The beard is coming in a slightly different shade than I remember. I may have started out to look like Papa Hemingway, but after the last two months I’ve been starting to feel more like Col. Kurtz. The city may be opening up a little, but that stint in our collective closet under the stairs has left its mark on us. It didn’t strike me how much we’ve changed over the course of the quarantine until I was leaving the grocery store the other day. A young lady, probably a college student, was about to drop her sack while wrestling with the car door. She called for her friend who was climbing in the passenger seat but, alas, she was soul-deep into some virtual drama on her phone and didn’t hear.
I went full Galahad and popped over, opening the door for her while simultaneously steadying her bag without letting go of mine. She thanked me sheepishly, and I went on my way. Which was when I caught sight of myself in the reflection of the back window: sunglasses, wild, uncut hair curling out from under a baseball cap, and I hadn’t yet pulled the red bandana down from over the rest of my face. Back in the olden days (read: March), suddenly appearing behind a lady looking like that with a bandit mask would have earned me eardrums pierced by a girly shriek and eyes full of mace in the bargain. I’d have deserved it, too. The new normal isn’t exactly normal.

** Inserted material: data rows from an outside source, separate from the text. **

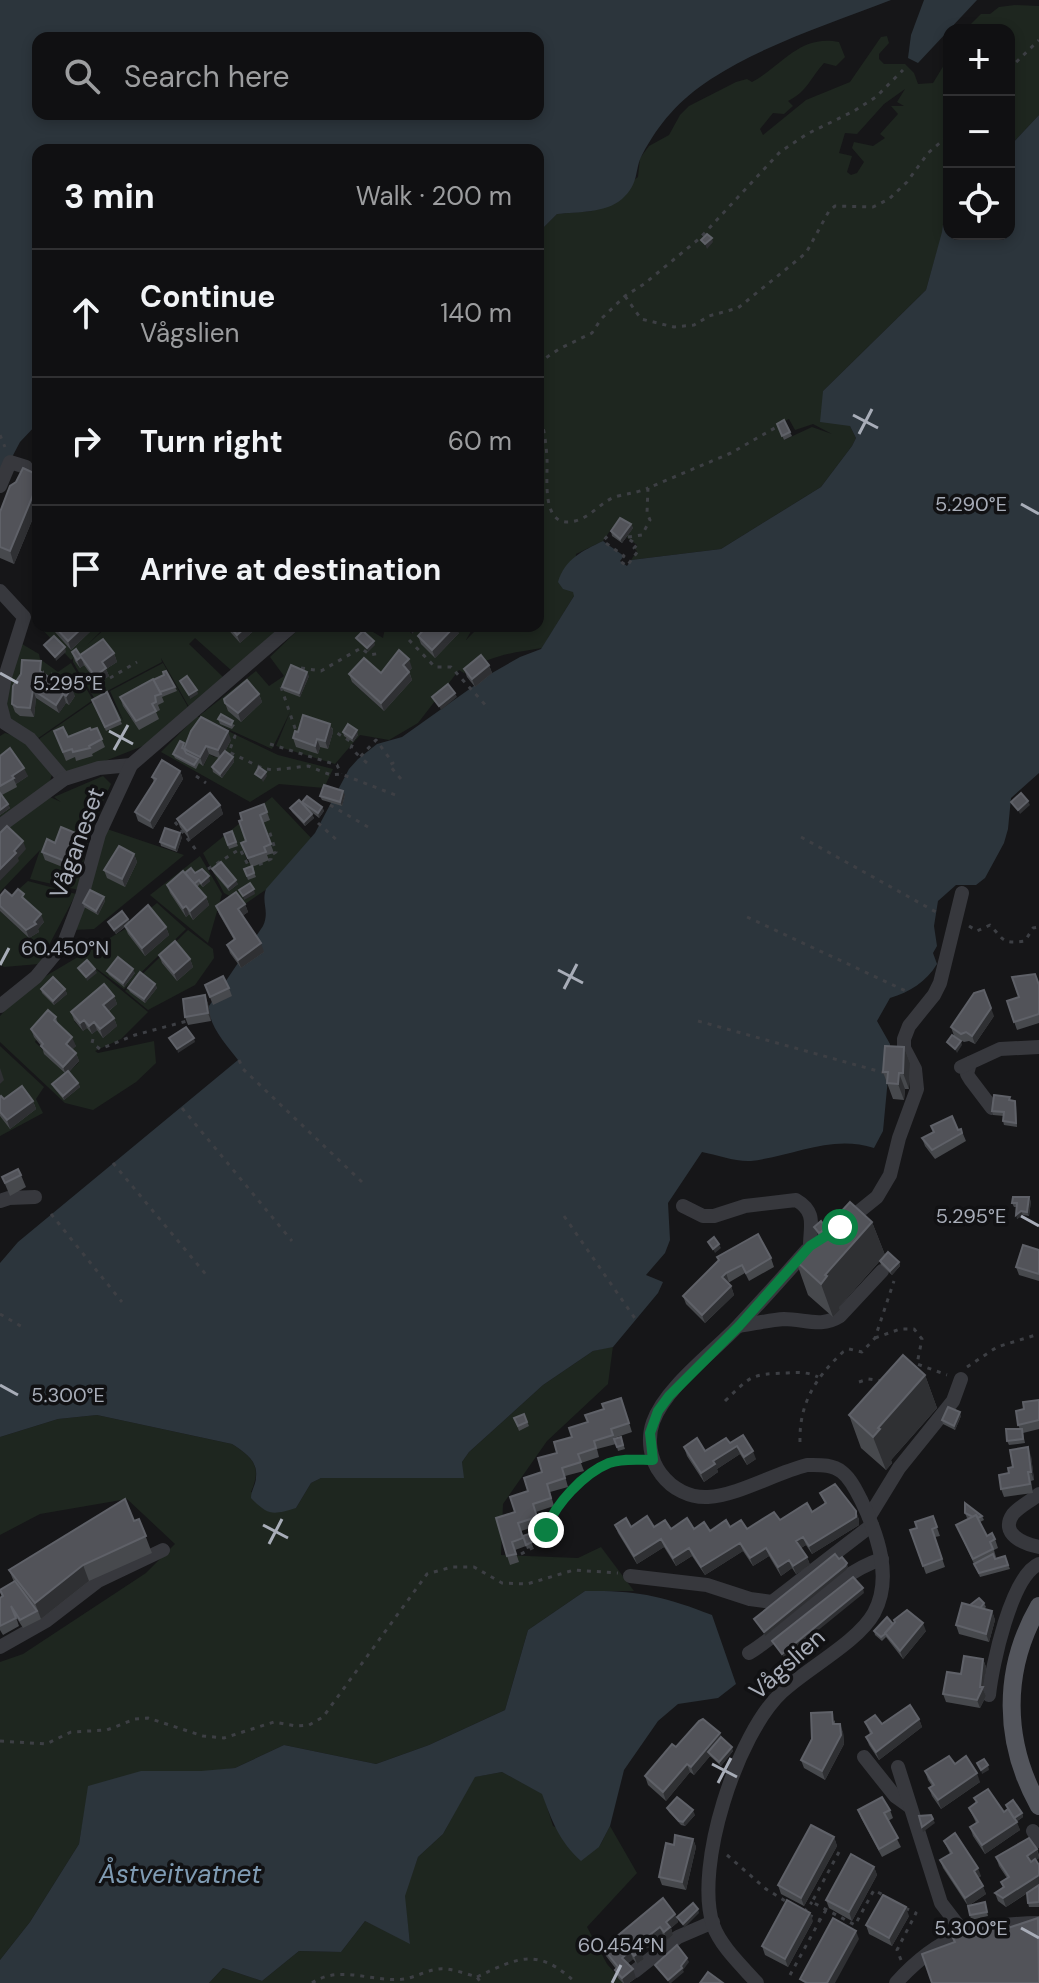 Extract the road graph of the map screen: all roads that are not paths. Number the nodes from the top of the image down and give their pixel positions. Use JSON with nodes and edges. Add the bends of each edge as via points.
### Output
{"nodes":[{"id":1,"x":26,"y":467,"type":"edge"},
{"id":2,"x":0,"y":486,"type":"edge"},
{"id":3,"x":0,"y":591,"type":"edge"},
{"id":4,"x":285,"y":632,"type":"edge"},
{"id":5,"x":131,"y":765,"type":"junction"},
{"id":6,"x":64,"y":779,"type":"junction"},
{"id":7,"x":0,"y":826,"type":"edge"},
{"id":8,"x":962,"y":893,"type":"dead end"},
{"id":9,"x":0,"y":1006,"type":"edge"},
{"id":10,"x":1039,"y":1047,"type":"edge"},
{"id":11,"x":992,"y":1108,"type":"edge"},
{"id":12,"x":35,"y":1197,"type":"dead end"},
{"id":13,"x":0,"y":1201,"type":"edge"},
{"id":14,"x":683,"y":1206,"type":"dead end"},
{"id":15,"x":810,"y":1246,"type":"junction"},
{"id":16,"x":887,"y":1274,"type":"edge"},
{"id":17,"x":739,"y":1326,"type":"junction"},
{"id":18,"x":958,"y":1378,"type":"road end"},
{"id":19,"x":1039,"y":1494,"type":"edge"},
{"id":20,"x":871,"y":1521,"type":"junction"},
{"id":21,"x":1039,"y":1547,"type":"edge"},
{"id":22,"x":163,"y":1550,"type":"dead end"},
{"id":23,"x":882,"y":1559,"type":"junction"},
{"id":24,"x":1039,"y":1564,"type":"edge"},
{"id":25,"x":630,"y":1576,"type":"road end"},
{"id":26,"x":1039,"y":1606,"type":"edge"},
{"id":27,"x":0,"y":1647,"type":"edge"},
{"id":28,"x":749,"y":1653,"type":"dead end"},
{"id":29,"x":989,"y":1695,"type":"dead end"},
{"id":30,"x":864,"y":1757,"type":"dead end"},
{"id":31,"x":898,"y":1767,"type":"dead end"},
{"id":32,"x":909,"y":1806,"type":"junction"},
{"id":33,"x":1039,"y":1806,"type":"edge"},
{"id":34,"x":713,"y":1922,"type":"junction"},
{"id":35,"x":1039,"y":1923,"type":"edge"},
{"id":36,"x":964,"y":1933,"type":"junction"},
{"id":37,"x":635,"y":1971,"type":"edge"},
{"id":38,"x":757,"y":1983,"type":"edge"},
{"id":39,"x":896,"y":1983,"type":"edge"}],
"edges":[{"from":1,"to":2,"type":"street","via":[[10,462]]},
{"from":3,"to":6,"type":"street","name":"Våganeset","via":[[24,617],[0,704],[5,723],[30,739]]},
{"from":4,"to":5,"type":"street","name":"Våganeset"},
{"from":5,"to":6,"type":"street","name":"Våganeset"},
{"from":5,"to":9,"type":"street","name":"Våganeset","via":[[99,834],[64,943],[36,977]]},
{"from":6,"to":7,"type":"street","name":"Våganeset"},
{"from":8,"to":15,"type":"street","via":[[940,983],[904,1039],[917,1089],[890,1175],[877,1197]]},
{"from":10,"to":11,"type":"street","via":[[1000,1049],[965,1065]]},
{"from":12,"to":13,"type":"street"},
{"from":14,"to":15,"type":"street","via":[[714,1216],[796,1200],[811,1215]]},
{"from":15,"to":17,"type":"street"},
{"from":16,"to":17,"type":"street","via":[[832,1321],[783,1319]]},
{"from":17,"to":20,"type":"street","name":"Vågslien","via":[[658,1411],[650,1433],[653,1460],[662,1476],[677,1489],[708,1497],[793,1468],[830,1466],[849,1479]]},
{"from":18,"to":20,"type":"street","via":[[953,1401],[899,1468]]},
{"from":19,"to":21,"type":"street","via":[[1009,1524],[1016,1539]]},
{"from":20,"to":23,"type":"street","name":"Vågslien"},
{"from":20,"to":25,"type":"street","via":[[772,1602],[707,1585]]},
{"from":22,"to":27,"type":"street","via":[[98,1581],[46,1621]]},
{"from":23,"to":28,"type":"street","name":"Vågslien","via":[[852,1574]]},
{"from":23,"to":34,"type":"street","name":"Vågslien","via":[[882,1584],[873,1614],[783,1691],[750,1733],[714,1847],[708,1885]]},
{"from":24,"to":29,"type":"street","via":[[1023,1580],[1006,1619]]},
{"from":26,"to":33,"type":"main road","via":[[1014,1670],[1011,1711],[1021,1766]]},
{"from":30,"to":32,"type":"street"},
{"from":31,"to":32,"type":"street"},
{"from":32,"to":36,"type":"street","via":[[941,1903]]},
{"from":34,"to":37,"type":"street","via":[[678,1937]]},
{"from":34,"to":38,"type":"street","name":"Vågslien","via":[[721,1940]]},
{"from":35,"to":36,"type":"street"},
{"from":36,"to":39,"type":"street","via":[[941,1944]]}]}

What I had in my bag was a six-pack of Ghost River Brewing Co.’s Zippin Pippin IPA. I was going to pick out a far more exotic brew to review, but this was something of a comfort response; my first craft beer love was IPA. More than that, the name Zippin Pippin takes me back to a time when I had little to no concept of personal space and went around breathing on people with impunity. Perhaps these are rose-tinted memories. Even back then, I remember standing in line for my favorite roller coaster and socially distancing myself from the kid who’d shown up wearing nothing but his Spider-Man Underoos and a pair of knock-off Converse sneakers.
I got home and told Mrs. M about the encounter, and she helpfully pointed out that the baseball hat in question was from Sewanee, which is just shy of ominous. “But it’s really faded,” said I with a hint of sinister darkness.

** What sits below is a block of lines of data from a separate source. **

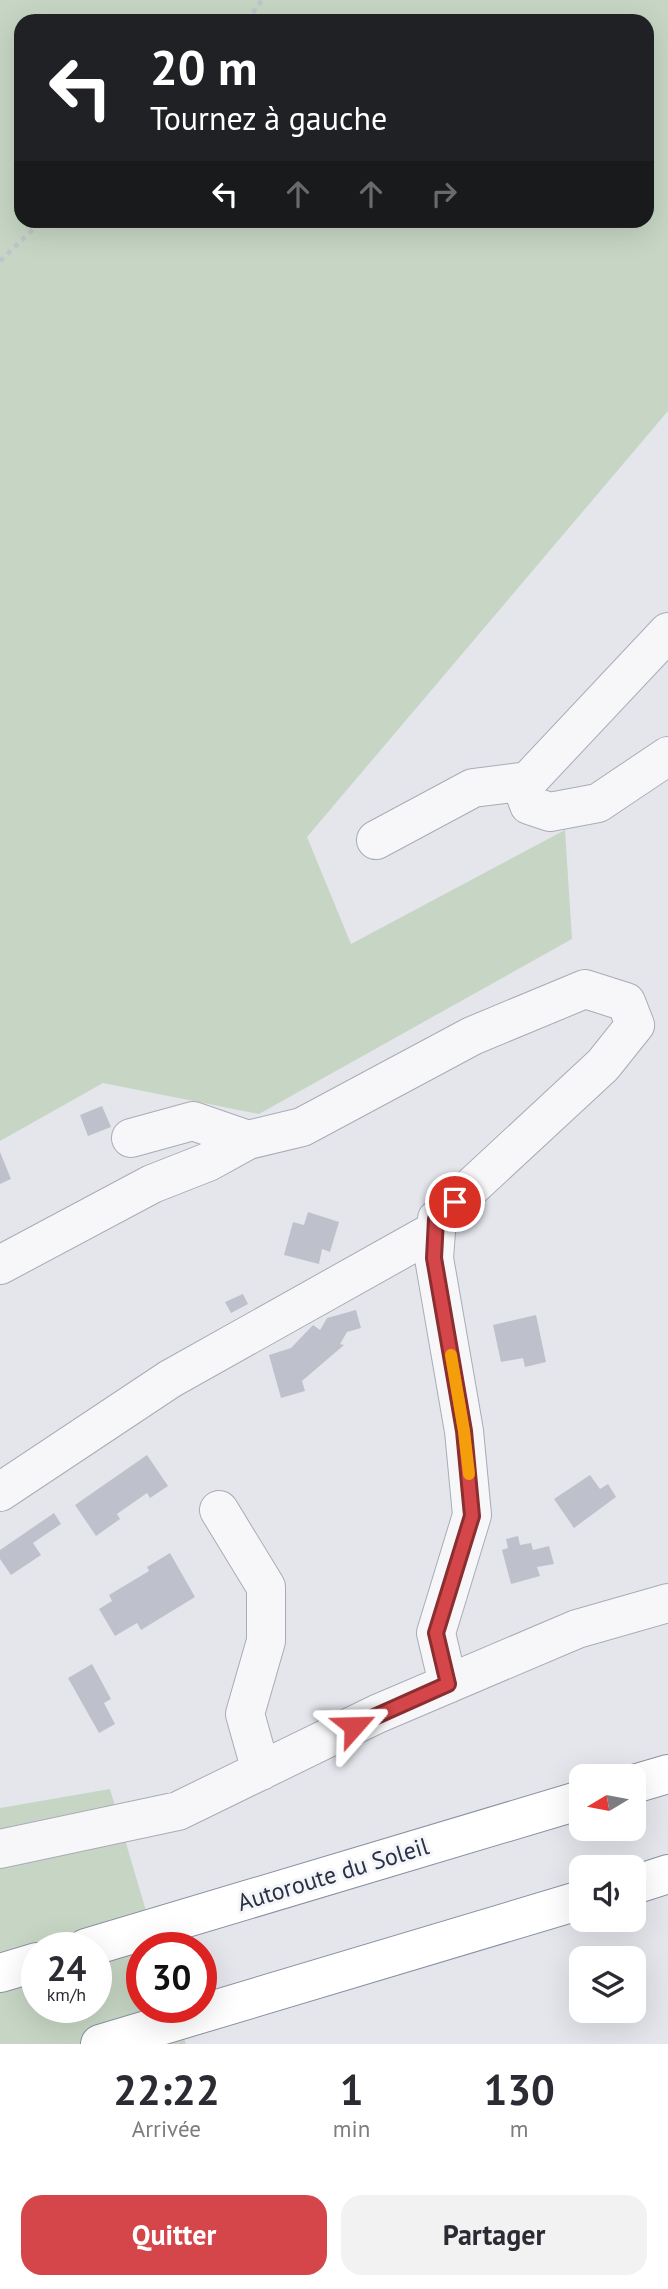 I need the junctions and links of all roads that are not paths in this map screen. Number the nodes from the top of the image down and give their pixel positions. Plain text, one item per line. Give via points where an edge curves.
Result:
1 (668, 632) edge
2 (668, 756) edge
3 (528, 781) junction
4 (376, 840) dead end
5 (131, 1139) dead end
6 (248, 1140) junction
7 (436, 1230) junction
8 (0, 1265) edge
9 (0, 1492) edge
10 (219, 1510) dead end
11 (668, 1603) edge
12 (448, 1684) junction
13 (261, 1770) junction
14 (668, 1774) edge
15 (646, 1780) edge
16 (569, 1804) edge
17 (0, 1849) edge
18 (668, 1874) edge
19 (646, 1881) edge
20 (569, 1904) edge
21 (112, 1940) edge
22 (21, 1967) edge
23 (0, 1973) edge
24 (100, 2044) edge

1 - 3 street
2 - 3 street via 598,803 550,812 529,805 525,794
3 - 4 street via 473,788
5 - 6 street via 193,1121
6 - 7 street via 302,1127 472,1037 585,989 626,1002 635,1025 603,1065 436,1219
6 - 8 street via 152,1184
7 - 9 street via 170,1379
7 - 12 street via 434,1258 464,1431 472,1516 436,1633
10 - 13 street via 266,1587 266,1641 246,1714
11 - 12 street via 577,1629
12 - 13 street
13 - 17 street via 178,1811
14 - 15 highway
16 - 21 highway, Autoroute du Soleil
18 - 19 highway
20 - 24 highway
22 - 23 highway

“Because you wear it sailing!” she said. “Where’s the menace in that?”Now how would she have known that?
No one here is interested in exactly how I lost that particular point to Mrs. M.
At any rate, Zippin Pippin is a good year-round beer — a little more amber-copper in color than what you might expect, but a fine, solid IPA. There is something almost piney in the scent, with a good citrus zing to it. It is hoppy, but without something to prove. Having said that, what bitterness it has tends to linger on the palate. Something lovely for the hop-heads, but come Fourth of July, should you find yourself standing around in the 98-degree heat for five hours, it might make you want to shave your tongue. With an ABV of 6.9 percent, after a few hours, you might do it.
Like its namesake, Zippin Pippin is a classic — the comfort of the familiar with enough of a wallop to get us through this weird “are we or aren’t we” phase of the quarantine. And we’re going to need it, because re-entry is going to be tough. I mean that for all of us, not just those of us currently stress-testing the structural integrity of our pants.
As a birthday present, a friend of mine was given a highball glass with the company logo on it by his boss — you know, for a Zoom meeting cocktail.